* [Work task]:
Every record must be copied out exactly.

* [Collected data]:
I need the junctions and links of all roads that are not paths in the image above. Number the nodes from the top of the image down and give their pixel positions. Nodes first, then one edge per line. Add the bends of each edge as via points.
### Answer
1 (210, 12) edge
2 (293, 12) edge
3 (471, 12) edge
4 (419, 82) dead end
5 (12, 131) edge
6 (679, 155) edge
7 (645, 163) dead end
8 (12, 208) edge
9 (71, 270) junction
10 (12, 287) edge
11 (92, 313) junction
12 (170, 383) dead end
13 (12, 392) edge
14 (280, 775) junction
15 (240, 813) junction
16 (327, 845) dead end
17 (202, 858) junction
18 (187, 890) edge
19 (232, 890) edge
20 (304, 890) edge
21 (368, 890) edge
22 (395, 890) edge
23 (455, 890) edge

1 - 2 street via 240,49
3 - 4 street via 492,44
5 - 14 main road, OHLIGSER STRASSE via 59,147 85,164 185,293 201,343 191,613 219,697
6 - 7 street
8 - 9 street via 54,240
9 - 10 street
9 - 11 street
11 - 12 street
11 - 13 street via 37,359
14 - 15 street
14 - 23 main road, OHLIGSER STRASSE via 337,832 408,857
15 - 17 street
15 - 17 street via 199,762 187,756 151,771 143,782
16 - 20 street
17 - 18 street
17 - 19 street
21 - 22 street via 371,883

* [Solution for this problem]:
I need the junctions and links of all roads that are not paths in the image above. Number the nodes from the top of the image down and give their pixel positions. Nodes first, then one edge per line. Add the bends of each edge as via points.
### Answer
1 (210, 12) edge
2 (293, 12) edge
3 (471, 12) edge
4 (419, 82) dead end
5 (12, 131) edge
6 (679, 155) edge
7 (645, 163) dead end
8 (12, 208) edge
9 (71, 270) junction
10 (12, 287) edge
11 (92, 313) junction
12 (170, 383) dead end
13 (12, 392) edge
14 (280, 775) junction
15 (240, 813) junction
16 (327, 845) dead end
17 (202, 858) junction
18 (187, 890) edge
19 (232, 890) edge
20 (304, 890) edge
21 (368, 890) edge
22 (395, 890) edge
23 (455, 890) edge

1 - 2 street via 240,49
3 - 4 street via 492,44
5 - 14 main road, OHLIGSER STRASSE via 59,147 85,164 185,293 201,343 191,613 219,697
6 - 7 street
8 - 9 street via 54,240
9 - 10 street
9 - 11 street
11 - 12 street
11 - 13 street via 37,359
14 - 15 street
14 - 23 main road, OHLIGSER STRASSE via 337,832 408,857
15 - 17 street
15 - 17 street via 199,762 187,756 151,771 143,782
16 - 20 street
17 - 18 street
17 - 19 street
21 - 22 street via 371,883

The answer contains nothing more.